In jedem Unternehmen, in dem die IT einen wesentlichen Beitrag zur Erreichung der Geschäftsziele bringt beziehungsweise ein wesentliches Risiko darstellt, sollte daher ein auf das Unternehmen abgestelltes Risikomanagement etabliert werden, das nicht nur die “wesentlichen” Risiken identifiziert, bewertet und kommuniziert, sondern auch “geeignete” Maßnahmen aufzeigt und Verantwortungen zuweist, um die Risiken vor und nach einem Eintritt in den Griff zu bekommen.



  1. Als nicht zu vernachlässigendes Risiko sollte vielleicht auch das Thema Datenverlust durch fehlerhafte oder unzureichende lokale Backuplösungen erwähnt werden. So wie die damit verbunde Datenrettung, die je nach Aufwand als äußerst kostenintesive Problemlösung daher kommen kann.

    1. Der Kommentar ist völlig richtig und spricht auch ein wesentliches Risiko an. Der Aspekt “Security” ist sehr groß: er reicht von Business Continuity über Sicherheit der Räume, Sicherheit der Prozesse / Papierablagen, IT-Sicherheit, Safety bis hin zum Datenschutz.
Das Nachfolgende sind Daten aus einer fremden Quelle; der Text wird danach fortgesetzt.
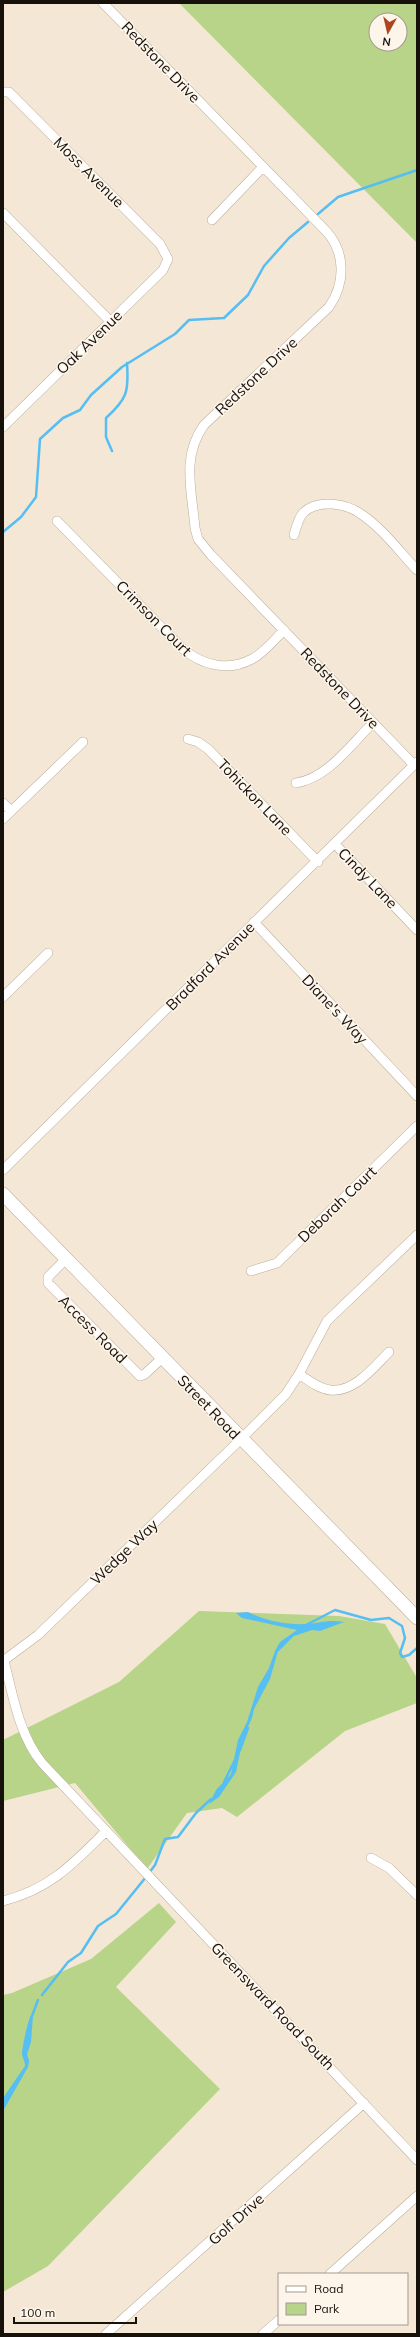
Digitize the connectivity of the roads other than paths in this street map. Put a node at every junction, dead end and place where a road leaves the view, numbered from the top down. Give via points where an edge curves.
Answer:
1 (103, 3) edge
2 (6, 92) edge
3 (263, 167) junction
4 (3, 213) edge
5 (212, 220) dead end
6 (166, 253) joint
7 (110, 321) junction
8 (3, 426) edge
9 (57, 521) dead end
10 (294, 535) dead end
11 (417, 570) edge
12 (284, 630) junction
13 (373, 723) junction
14 (188, 739) dead end
15 (83, 742) dead end
16 (416, 764) edge
17 (296, 783) dead end
18 (3, 803) edge
19 (11, 811) junction
20 (3, 819) edge
21 (335, 844) junction
22 (318, 862) junction
23 (254, 922) junction
24 (417, 930) edge
25 (48, 953) dead end
26 (3, 997) edge
27 (417, 1096) edge
28 (417, 1126) edge
29 (3, 1170) edge
30 (3, 1194) edge
31 (417, 1235) edge
32 (66, 1259) junction
33 (251, 1272) dead end
34 (389, 1352) dead end
35 (162, 1358) junction
36 (300, 1374) junction
37 (241, 1439) junction
38 (417, 1618) edge
39 (3, 1661) edge
40 (106, 1831) junction
41 (371, 1858) dead end
42 (417, 1896) edge
43 (3, 1901) edge
44 (364, 2102) junction
45 (417, 2160) edge
46 (417, 2196) edge
47 (331, 2273) edge
48 (278, 2321) edge
49 (106, 2334) edge
50 (263, 2334) edge

1 - 3 street, Redstone Drive
2 - 6 street, Moss Avenue via 160,244
3 - 5 street
3 - 12 street, Redstone Drive via 331,236 340,256 340,284 329,307 204,426 195,437 189,458 198,539
4 - 7 street
6 - 7 street, Oak Avenue via 168,259 163,270
7 - 8 street, Oak Avenue
9 - 12 street, Crimson Court via 183,649 197,660 227,666 243,663 259,655
10 - 11 street via 303,513 326,504 340,505 360,513
12 - 13 street, Redstone Drive
13 - 16 street, Redstone Drive
13 - 17 street via 321,774 308,781
14 - 22 street, Tohickon Lane via 208,749
15 - 19 street
16 - 21 street, Bradford Avenue
18 - 19 street
19 - 20 street
21 - 22 street, Bradford Avenue
21 - 24 street, Cindy Lane
22 - 23 street, Bradford Avenue
23 - 27 street, Diane's Way
23 - 29 street, Bradford Avenue
25 - 26 street
28 - 33 street, Deborah Court via 276,1263
30 - 32 main road, Street Road
31 - 36 street, Wedge Way via 327,1321
32 - 35 main road, Street Road
32 - 35 street, Access Road via 48,1277 48,1283 140,1376
34 - 36 street via 365,1375 342,1390 330,1390
35 - 37 main road, Street Road
36 - 37 street, Wedge Way via 286,1394
37 - 38 main road, Street Road
37 - 39 street, Wedge Way via 38,1635
39 - 40 street, Greensward Road South via 21,1724 31,1748 42,1764
40 - 43 street via 71,1866 46,1885
40 - 44 street, Greensward Road South
41 - 42 street via 389,1868
44 - 45 street, Greensward Road South
44 - 49 street, Golf Drive
46 - 47 street
48 - 50 street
Der “Datenverlust” ist hierbei ein Aspekt der Security. Aus der Presse konnte man entnehmen, dass ein Operating-Mitarbeiter durch fehlerhafte Eingabe eines Kommandos Millionen an Daten unwiederbringlich gelöscht hat. Hier gibt es diverse Maßnahmen, um solches zu verhindern.

      In einer Risikoinventur kann man aber nicht alle Aspekte im Detail analysieren.Ich hörte von Projekt-Risikoinventuren mit über 150 Einzelrisiken. Dies ist nicht mehr händelbar. Daher muss jede Institution ihre eigenen “wesentlichen” Risiken herausfinden und clustern. Der Datenverlust wäre dann ein Detailrisiko des Einzelrisikos “Security”. Security käme in Risikoobjekten der Art “IT-Systeme”, “Auslagerungen”, “Verträge”, “Organisationseinheiten” vor oder könnte auch im Rahmen BSI einer eigenen Risikoinventur unterworfen werden.